WORK INSTRUCTION:
If a picture appears among the records, leave it out and set down everything else exactly as it stands.

DATA RECORDS:
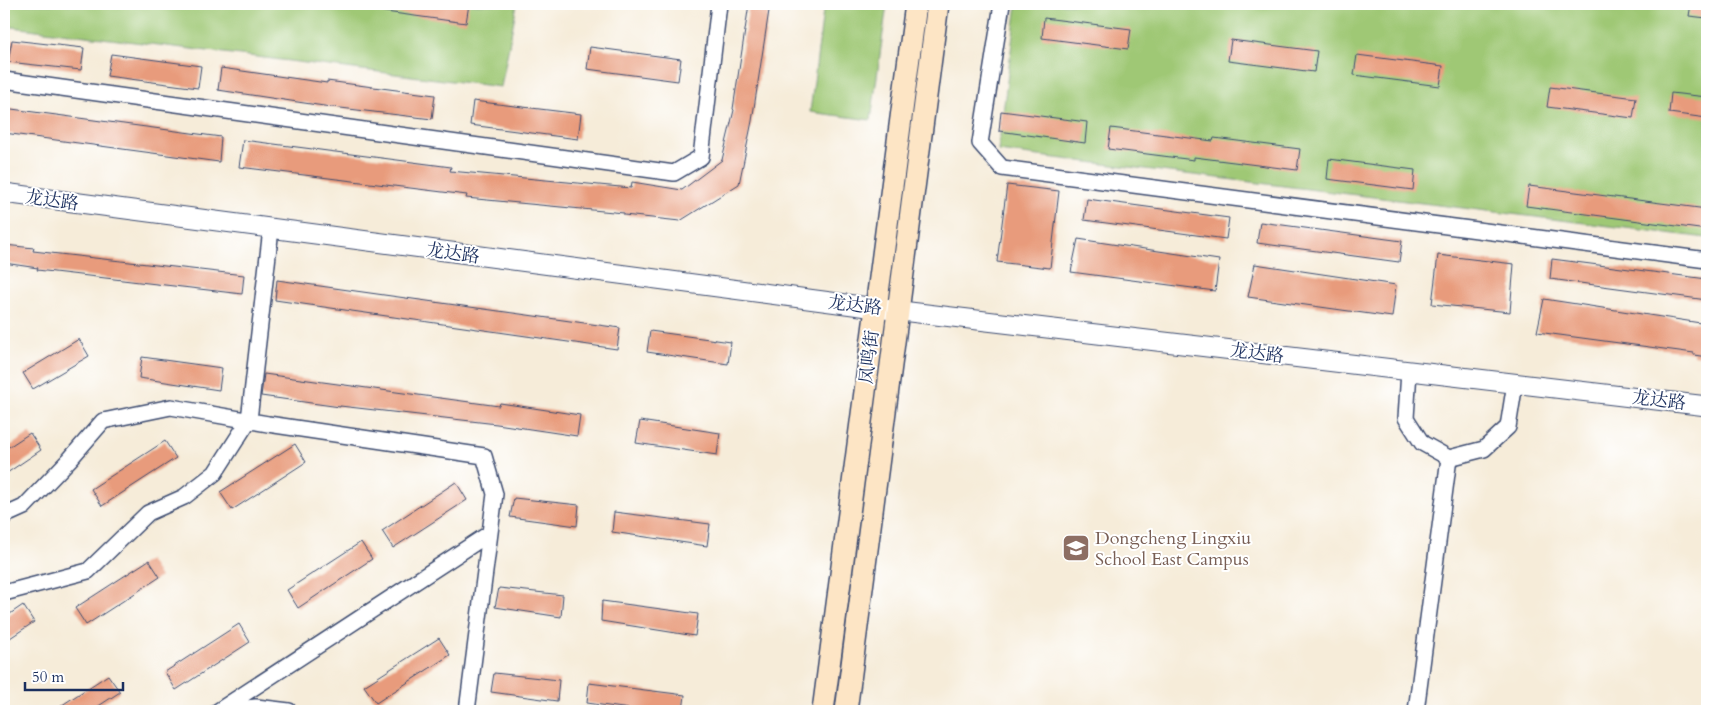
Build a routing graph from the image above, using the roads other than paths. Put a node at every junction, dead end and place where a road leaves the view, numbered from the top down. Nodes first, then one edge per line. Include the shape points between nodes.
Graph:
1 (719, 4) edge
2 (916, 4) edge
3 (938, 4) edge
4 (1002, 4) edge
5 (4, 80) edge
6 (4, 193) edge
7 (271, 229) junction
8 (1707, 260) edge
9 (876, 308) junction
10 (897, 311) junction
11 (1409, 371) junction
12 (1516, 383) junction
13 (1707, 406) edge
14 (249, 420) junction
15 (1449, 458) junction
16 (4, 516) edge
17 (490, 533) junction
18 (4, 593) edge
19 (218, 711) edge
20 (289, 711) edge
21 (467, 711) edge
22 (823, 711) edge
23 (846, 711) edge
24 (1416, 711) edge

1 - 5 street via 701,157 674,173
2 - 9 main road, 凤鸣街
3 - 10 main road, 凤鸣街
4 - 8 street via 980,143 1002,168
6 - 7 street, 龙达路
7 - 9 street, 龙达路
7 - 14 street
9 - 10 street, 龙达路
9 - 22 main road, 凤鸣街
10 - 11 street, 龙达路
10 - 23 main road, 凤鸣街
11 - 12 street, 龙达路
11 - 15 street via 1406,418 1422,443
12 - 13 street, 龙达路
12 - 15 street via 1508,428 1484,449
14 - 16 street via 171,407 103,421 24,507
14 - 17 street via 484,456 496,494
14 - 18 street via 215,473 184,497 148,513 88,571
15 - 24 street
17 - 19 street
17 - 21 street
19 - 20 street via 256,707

THE COMPLETED TASK:
Build a routing graph from the image above, using the roads other than paths. Put a node at every junction, dead end and place where a road leaves the view, numbered from the top down. Nodes first, then one edge per line. Include the shape points between nodes.
Graph:
1 (719, 4) edge
2 (916, 4) edge
3 (938, 4) edge
4 (1002, 4) edge
5 (4, 80) edge
6 (4, 193) edge
7 (271, 229) junction
8 (1707, 260) edge
9 (876, 308) junction
10 (897, 311) junction
11 (1409, 371) junction
12 (1516, 383) junction
13 (1707, 406) edge
14 (249, 420) junction
15 (1449, 458) junction
16 (4, 516) edge
17 (490, 533) junction
18 (4, 593) edge
19 (218, 711) edge
20 (289, 711) edge
21 (467, 711) edge
22 (823, 711) edge
23 (846, 711) edge
24 (1416, 711) edge

1 - 5 street via 701,157 674,173
2 - 9 main road, 凤鸣街
3 - 10 main road, 凤鸣街
4 - 8 street via 980,143 1002,168
6 - 7 street, 龙达路
7 - 9 street, 龙达路
7 - 14 street
9 - 10 street, 龙达路
9 - 22 main road, 凤鸣街
10 - 11 street, 龙达路
10 - 23 main road, 凤鸣街
11 - 12 street, 龙达路
11 - 15 street via 1406,418 1422,443
12 - 13 street, 龙达路
12 - 15 street via 1508,428 1484,449
14 - 16 street via 171,407 103,421 24,507
14 - 17 street via 484,456 496,494
14 - 18 street via 215,473 184,497 148,513 88,571
15 - 24 street
17 - 19 street
17 - 21 street
19 - 20 street via 256,707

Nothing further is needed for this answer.